The early church spent a lot of time thinking and arguing about this question. And the idea of the Holy Trinity was the best they could come up with… for how do you describe God and the nature of God?

Us humans are a very inquisitive race, and we always have to know and understand how something works. Even God himself! We can’t bear
the thought that we don’t know everything about everything!

However, the range of our knowledge is by no means complete.

Scientists are finding out new things that we didn’t know all the time. Just recently discoveries have been made about dark matter, the stuff that fills in the gaps in the universe… and that’s causing some scientists to question Einstein’s theory of relativity… something that we have always been told is something fixed and unchanging. You can imagine that it is very much a talking point amongst the relevant experts!

We don’t know everything… and I think it’s probably very understandable and acceptable that we can’t explain how God works!

But we try anyway… One of my favourite illustrations of the Holy Trinity is this… the Celtic three-cornered knot. It might not be the full story of how God works, but gives us something to think about.

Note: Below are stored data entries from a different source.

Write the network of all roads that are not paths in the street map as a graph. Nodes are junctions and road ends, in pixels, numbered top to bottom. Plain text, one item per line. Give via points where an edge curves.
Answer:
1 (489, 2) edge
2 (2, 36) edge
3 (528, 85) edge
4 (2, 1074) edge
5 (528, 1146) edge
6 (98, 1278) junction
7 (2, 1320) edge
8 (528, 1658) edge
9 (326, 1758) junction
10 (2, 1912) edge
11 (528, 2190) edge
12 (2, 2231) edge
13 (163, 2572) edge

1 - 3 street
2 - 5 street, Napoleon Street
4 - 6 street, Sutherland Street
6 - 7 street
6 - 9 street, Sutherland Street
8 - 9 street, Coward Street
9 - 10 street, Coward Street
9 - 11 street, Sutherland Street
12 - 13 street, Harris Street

Each corner of the knot represents either Father, Son or Holy Spirit, but if you look closely, you can see that the corners are linked by one continuous line, none are separated. Father, Son and Holy Spirit are unique but also joined, interconnected. And the whole thing together is God.

One of the early church theologians called Augustine described the Holy Trinity as an illustration of ‘God is love’… and this works for me.

God the Father, the lover – God is free – to be the lover and to love his creation and to let it evolve
God the Son the beloved – the one who shows us how to love…
God the Holy Spirit – the love between them which spills out to draw in the rest of the world into that circle.

God so loved the world that he gave his only Son, who came to show us how to love… and by following Jesus’ example, what amazing things could we achieve with love in this world?

And in our Celtic knot there is also a circle that interconnects all three, and I like to think of this as a circle of love… binding the three of the Trinity and binding us within this circle of love. And this circle is expandable! No question of who is in and who is out! There’s room here for everyone.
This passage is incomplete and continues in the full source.